Exactly. Mistake number two, accepting vague complaints at face value. Patient says, I just don't feel right. Student charts patient reports feeling unwell. Reassured. No, dig deeper. What doesn't feel right? Where do you feel it? When did it start? What makes it better or worse? Vague complaints are often early warning signs. Don't dismiss them.

SPEAKER_00

Because the patient is trying to tell you something's wrong, but they don't have the medical language to articulate it. Your job is to help them translate that feeling into clinical data you can act on.

SPEAKER_01

Yes. Mistake number three, documenting patient resting comfortably without actually assessing. This is charting by exception. You walk in, patient has eyes closed, you assume they're sleeping, you chart resting comfortably and leave. But are they resting or are they lethargic? Are they comfortable? Or are they too weak to call for help? You don't know unless you actually wake them up and assess them.

SPEAKER_00

So resting comfortably should only be charted if you've actually verified the patient is alert, oriented, and comfortable, not just because their eyes are closed.

SPEAKER_01

That's absolutely right. And I see this mistake kill patients because a patient who's resting comfortably at 2 a.m. is found unresponsive at 4 a.m. And everyone's asking, What happened? What happened is no one actually assessed them. They just looked fine from the doorway. Here's what I want you to take away from this episode.

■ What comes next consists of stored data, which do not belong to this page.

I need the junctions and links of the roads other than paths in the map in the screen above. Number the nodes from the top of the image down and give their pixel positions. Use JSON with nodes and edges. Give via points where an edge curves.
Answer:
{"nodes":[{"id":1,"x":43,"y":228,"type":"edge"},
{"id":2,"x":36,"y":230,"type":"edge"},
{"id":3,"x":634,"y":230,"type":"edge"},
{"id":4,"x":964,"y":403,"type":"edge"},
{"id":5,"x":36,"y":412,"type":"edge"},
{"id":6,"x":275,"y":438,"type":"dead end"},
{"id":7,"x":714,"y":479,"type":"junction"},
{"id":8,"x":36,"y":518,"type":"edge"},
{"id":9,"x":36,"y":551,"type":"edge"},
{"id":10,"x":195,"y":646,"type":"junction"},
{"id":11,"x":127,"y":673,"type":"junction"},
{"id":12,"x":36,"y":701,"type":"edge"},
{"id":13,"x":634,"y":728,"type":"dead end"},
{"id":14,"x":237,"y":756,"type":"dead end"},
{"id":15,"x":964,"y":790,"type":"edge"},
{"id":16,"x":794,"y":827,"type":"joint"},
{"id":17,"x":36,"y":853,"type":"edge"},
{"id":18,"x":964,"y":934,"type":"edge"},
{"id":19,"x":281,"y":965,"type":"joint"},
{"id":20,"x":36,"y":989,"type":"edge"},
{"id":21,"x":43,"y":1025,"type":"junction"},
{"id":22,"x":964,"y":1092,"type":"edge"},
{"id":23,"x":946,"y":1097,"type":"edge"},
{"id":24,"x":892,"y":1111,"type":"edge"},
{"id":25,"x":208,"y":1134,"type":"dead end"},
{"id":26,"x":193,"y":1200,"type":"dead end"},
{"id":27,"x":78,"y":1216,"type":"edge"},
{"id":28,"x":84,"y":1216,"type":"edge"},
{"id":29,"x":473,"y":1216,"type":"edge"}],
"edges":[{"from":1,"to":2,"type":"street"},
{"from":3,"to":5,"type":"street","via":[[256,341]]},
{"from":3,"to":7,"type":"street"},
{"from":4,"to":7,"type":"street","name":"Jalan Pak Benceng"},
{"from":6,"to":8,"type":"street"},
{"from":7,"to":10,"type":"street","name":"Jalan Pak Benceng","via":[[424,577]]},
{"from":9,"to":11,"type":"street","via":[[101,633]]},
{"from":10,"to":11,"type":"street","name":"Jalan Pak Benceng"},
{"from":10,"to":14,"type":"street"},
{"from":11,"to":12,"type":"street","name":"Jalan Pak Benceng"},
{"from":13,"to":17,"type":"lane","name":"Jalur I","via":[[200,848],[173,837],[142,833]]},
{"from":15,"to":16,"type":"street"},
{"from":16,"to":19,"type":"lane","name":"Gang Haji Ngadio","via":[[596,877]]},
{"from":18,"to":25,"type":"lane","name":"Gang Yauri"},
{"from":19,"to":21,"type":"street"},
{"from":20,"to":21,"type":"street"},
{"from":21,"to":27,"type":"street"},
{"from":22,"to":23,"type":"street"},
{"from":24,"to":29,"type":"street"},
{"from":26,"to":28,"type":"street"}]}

Your patients are always talking to you. Always with their skin, their breathing, their behavior, their mentation. But if you're only looking at the monitor, you You're not listening.

SPEAKER_00

And the scary part is, by the time the monitor shows a problem, the patient has often been deteriorating for hours. You've missed the window for early intervention.

SPEAKER_01

So you have to learn to read the patient, not just the numbers. Look at them before you look at the monitor. Touch them. Feel their skin. Notice the details. Ask open-ended questions and actually listen to the answers. Calculate trends, not just individual values. Trust your gut when something feels off. Because the body always tells the truth. You just have to learn the language. And that's a skill, which means it can be learned. Which means you can learn it. But you can't learn it from a textbook. You can't learn it by reading about assessment techniques. You learn it by practicing, by paying attention, by training your clinical eye to see what others miss.

SPEAKER_00

And that's exactly what clinical reasoning is: seeing patterns, recognizing early signs, and acting before the crisis happens.

SPEAKER_01

And that's why I created Think Like a Nurse and Think Like a Provider. These are clinical reasoning systems designed specifically to help LPN, RN, and NP students develop the necessary skills to excel in clinicals and at the bedside. Not just vital sign interpretation, not just charting templates, actual assessment skills, actual pattern recognition, actual clinical reasoning that catches deterioration before it becomes a code. You can find the link in the show notes. And if you're looking for community, a place where you can practice this kind of thinking with other nursing students who are serious about becoming excellent clinicians, be on the lookout for the Think Like a Provider School community. It's a community that's going to change the way you think, understand, and do nursing. We work through real cases together. We practice reading patients. We build the skills that save lives. The link to join the wait list is in the show notes as well.

SPEAKER_00

Everything you need to start reading your patients like a provider is right there. But for now, I want you to try this.

SPEAKER_01

The next time you're in clinical, walk into a patient's room and don't look at the monitor first. Look at the patient. Really look at them. What do you see? What do you notice? What what feels different? Then look at the monitor and ask yourself does this match what I'm seeing?